### Requirement
Take from the records below each line that holds "ЗАРЭЧНЫ".

### Records supplied
- - - - - - -

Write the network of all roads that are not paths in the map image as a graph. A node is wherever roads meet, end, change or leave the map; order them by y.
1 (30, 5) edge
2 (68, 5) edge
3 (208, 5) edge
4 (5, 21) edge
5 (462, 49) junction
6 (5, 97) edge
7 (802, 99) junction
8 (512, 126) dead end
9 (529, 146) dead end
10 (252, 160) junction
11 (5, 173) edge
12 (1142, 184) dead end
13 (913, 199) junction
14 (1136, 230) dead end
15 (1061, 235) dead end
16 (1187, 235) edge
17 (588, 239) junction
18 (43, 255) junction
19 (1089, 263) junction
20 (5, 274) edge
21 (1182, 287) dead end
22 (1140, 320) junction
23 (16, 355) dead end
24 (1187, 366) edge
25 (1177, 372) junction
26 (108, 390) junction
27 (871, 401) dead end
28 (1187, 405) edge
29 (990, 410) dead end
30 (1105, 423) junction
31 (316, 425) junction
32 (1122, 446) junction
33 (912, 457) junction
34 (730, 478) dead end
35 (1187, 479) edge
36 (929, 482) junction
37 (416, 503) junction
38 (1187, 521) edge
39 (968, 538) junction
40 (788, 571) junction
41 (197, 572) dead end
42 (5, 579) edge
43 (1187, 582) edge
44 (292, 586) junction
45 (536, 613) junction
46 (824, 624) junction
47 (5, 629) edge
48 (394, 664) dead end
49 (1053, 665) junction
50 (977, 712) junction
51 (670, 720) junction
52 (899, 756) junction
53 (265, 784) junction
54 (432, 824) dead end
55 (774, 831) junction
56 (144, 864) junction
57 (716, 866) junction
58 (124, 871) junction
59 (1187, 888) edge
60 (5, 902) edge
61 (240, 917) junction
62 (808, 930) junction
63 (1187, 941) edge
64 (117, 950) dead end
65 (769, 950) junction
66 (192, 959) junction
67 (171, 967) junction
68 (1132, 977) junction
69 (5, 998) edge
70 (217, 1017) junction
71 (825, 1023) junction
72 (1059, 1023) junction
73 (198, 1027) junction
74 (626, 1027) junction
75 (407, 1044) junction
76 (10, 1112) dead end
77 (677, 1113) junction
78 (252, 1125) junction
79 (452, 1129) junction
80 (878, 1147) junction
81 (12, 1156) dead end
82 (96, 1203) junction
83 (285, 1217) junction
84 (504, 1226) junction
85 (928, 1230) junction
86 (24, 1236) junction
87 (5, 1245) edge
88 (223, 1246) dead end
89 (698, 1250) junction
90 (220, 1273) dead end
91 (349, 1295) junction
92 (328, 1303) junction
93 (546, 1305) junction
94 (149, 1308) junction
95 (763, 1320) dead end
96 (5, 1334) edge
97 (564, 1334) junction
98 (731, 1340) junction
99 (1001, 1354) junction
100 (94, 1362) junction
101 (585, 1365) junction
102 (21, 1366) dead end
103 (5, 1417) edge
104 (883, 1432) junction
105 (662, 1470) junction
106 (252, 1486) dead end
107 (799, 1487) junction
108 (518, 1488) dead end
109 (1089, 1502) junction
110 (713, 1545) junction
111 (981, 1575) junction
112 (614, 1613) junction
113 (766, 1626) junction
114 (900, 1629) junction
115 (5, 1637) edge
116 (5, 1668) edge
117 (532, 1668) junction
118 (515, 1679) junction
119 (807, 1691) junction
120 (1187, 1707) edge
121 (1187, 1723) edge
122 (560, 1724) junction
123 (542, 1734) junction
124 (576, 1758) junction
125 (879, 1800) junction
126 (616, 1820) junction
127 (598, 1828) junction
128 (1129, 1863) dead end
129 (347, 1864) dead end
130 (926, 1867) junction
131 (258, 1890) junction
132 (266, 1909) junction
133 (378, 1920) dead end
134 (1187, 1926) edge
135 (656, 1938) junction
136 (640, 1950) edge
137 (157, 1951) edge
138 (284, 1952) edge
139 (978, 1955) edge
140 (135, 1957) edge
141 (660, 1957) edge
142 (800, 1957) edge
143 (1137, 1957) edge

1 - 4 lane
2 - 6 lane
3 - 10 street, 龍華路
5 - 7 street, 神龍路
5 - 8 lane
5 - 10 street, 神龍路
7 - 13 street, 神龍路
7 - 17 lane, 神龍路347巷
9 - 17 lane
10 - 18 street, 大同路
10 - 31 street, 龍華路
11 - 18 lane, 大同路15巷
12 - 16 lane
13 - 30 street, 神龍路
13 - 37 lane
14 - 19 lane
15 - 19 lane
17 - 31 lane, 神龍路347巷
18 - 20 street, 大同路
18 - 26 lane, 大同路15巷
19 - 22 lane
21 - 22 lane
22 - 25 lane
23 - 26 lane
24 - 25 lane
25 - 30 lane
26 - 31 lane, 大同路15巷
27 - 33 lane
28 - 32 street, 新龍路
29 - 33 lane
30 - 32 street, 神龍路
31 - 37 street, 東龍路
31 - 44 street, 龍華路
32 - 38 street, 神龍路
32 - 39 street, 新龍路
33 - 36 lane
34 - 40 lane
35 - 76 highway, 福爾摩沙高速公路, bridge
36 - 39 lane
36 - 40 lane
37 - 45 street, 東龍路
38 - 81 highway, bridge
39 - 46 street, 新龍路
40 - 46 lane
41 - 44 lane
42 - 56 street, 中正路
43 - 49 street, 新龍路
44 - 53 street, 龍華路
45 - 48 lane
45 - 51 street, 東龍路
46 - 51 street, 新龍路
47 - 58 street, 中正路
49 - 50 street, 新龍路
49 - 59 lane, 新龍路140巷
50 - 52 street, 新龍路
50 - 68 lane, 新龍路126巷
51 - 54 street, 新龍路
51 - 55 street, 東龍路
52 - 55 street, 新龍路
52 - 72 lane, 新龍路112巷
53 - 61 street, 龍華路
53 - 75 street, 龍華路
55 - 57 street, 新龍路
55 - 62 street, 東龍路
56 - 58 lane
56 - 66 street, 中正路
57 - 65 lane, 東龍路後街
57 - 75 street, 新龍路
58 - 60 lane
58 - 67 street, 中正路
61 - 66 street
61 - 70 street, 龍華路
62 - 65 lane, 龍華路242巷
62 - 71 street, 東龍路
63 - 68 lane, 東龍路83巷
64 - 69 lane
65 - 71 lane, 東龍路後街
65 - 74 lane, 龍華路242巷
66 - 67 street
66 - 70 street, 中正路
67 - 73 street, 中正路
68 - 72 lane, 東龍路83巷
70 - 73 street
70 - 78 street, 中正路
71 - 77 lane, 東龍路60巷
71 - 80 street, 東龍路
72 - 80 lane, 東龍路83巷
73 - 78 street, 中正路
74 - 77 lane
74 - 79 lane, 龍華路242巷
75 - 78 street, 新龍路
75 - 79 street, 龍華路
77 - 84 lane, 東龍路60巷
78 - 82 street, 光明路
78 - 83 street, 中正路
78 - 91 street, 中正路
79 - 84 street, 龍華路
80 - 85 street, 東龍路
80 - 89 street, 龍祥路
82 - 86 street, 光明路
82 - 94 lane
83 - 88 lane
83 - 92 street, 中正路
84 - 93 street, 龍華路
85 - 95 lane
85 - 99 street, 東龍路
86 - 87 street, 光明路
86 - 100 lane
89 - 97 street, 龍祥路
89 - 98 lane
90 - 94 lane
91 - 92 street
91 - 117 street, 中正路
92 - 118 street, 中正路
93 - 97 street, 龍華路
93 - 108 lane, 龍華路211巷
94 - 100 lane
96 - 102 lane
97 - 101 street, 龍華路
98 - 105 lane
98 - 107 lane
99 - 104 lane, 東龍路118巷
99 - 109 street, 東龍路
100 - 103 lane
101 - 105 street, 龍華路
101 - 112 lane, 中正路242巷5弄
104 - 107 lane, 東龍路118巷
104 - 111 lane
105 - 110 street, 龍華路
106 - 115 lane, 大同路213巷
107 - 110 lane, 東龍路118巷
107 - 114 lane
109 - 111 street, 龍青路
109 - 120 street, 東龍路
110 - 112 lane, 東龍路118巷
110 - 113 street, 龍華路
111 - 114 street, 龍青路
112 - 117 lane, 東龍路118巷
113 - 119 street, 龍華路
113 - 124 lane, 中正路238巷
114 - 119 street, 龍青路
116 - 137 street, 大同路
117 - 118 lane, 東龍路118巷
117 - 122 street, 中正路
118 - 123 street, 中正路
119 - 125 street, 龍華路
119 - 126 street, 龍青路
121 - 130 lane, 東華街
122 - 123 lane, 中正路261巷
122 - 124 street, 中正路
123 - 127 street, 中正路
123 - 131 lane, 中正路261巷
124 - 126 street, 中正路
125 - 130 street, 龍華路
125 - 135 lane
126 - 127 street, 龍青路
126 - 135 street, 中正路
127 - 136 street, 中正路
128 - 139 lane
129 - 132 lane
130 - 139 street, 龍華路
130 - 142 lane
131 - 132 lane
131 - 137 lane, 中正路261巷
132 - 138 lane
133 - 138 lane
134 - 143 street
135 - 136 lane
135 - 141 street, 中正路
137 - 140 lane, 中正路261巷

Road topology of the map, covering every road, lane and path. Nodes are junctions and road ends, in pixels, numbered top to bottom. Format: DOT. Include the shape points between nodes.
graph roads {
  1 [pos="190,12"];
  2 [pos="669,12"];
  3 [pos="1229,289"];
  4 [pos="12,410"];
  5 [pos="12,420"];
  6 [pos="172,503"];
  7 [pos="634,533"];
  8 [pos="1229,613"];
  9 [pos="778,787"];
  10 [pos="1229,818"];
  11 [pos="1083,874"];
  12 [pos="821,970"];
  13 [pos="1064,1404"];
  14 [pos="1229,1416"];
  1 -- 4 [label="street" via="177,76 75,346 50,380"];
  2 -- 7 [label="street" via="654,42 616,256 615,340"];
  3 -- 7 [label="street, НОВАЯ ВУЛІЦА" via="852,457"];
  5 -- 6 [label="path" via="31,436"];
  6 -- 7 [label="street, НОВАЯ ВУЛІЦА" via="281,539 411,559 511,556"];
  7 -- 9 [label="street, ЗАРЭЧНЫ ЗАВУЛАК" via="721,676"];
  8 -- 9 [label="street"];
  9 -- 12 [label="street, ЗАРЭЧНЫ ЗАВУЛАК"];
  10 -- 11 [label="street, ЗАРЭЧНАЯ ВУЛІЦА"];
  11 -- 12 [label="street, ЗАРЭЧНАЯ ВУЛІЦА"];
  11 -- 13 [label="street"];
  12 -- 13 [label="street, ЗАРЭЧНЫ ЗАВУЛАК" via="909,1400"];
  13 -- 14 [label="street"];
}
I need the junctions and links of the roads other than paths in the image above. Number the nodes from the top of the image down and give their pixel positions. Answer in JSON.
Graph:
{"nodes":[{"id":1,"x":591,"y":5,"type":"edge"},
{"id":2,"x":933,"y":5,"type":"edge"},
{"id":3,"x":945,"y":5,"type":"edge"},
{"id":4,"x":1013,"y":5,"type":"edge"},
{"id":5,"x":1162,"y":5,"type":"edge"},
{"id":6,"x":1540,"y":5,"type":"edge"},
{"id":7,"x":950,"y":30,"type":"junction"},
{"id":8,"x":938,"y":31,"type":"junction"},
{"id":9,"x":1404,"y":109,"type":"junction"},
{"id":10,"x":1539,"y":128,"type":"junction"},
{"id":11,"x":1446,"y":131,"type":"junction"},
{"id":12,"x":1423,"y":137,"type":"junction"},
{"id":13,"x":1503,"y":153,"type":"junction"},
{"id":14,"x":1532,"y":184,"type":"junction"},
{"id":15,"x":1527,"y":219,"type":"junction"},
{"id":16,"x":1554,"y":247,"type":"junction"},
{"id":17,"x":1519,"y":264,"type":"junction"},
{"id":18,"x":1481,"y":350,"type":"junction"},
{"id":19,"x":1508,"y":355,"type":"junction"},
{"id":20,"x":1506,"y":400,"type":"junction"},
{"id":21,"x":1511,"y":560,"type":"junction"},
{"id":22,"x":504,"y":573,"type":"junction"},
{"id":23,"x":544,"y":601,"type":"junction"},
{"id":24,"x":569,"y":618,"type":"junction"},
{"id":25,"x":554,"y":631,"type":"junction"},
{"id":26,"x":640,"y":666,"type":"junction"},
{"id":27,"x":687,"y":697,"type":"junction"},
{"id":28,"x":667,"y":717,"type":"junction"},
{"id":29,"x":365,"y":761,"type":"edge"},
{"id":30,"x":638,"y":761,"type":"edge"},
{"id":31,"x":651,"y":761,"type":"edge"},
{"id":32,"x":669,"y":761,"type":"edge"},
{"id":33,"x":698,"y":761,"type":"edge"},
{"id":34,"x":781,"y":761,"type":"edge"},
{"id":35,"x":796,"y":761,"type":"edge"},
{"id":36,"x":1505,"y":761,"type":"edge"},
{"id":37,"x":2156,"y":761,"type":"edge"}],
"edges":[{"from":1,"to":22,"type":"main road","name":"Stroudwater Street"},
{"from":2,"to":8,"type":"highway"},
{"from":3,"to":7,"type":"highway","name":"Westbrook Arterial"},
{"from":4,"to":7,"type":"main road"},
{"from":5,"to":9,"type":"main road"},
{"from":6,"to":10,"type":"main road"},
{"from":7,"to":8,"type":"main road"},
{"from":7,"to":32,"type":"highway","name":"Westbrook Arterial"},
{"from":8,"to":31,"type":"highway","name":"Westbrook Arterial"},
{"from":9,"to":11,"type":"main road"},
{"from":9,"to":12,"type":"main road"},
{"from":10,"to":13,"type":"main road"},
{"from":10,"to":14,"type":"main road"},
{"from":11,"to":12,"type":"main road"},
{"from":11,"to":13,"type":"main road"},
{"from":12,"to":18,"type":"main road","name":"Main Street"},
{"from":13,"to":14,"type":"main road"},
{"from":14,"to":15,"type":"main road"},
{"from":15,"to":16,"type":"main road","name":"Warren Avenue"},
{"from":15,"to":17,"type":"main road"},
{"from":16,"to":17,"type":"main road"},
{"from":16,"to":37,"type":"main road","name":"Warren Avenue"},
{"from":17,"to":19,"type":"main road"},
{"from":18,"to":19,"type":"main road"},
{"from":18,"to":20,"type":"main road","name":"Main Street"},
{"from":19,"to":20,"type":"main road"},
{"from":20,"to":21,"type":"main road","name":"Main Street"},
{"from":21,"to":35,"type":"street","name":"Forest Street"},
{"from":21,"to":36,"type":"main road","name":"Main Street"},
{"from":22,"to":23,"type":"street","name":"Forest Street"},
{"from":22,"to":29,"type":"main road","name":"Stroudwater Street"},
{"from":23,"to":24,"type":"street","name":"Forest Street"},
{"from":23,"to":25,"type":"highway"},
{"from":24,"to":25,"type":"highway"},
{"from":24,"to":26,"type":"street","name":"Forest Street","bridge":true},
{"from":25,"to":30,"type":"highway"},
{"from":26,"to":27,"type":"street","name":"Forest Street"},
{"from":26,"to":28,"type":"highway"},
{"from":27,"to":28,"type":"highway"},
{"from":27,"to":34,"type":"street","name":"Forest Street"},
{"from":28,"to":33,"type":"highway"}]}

- - - - - - -

### Your response
  7 -- 9 [label="street, ЗАРЭЧНЫ ЗАВУЛАК" via="721,676"];
  9 -- 12 [label="street, ЗАРЭЧНЫ ЗАВУЛАК"];
  12 -- 13 [label="street, ЗАРЭЧНЫ ЗАВУЛАК" via="909,1400"];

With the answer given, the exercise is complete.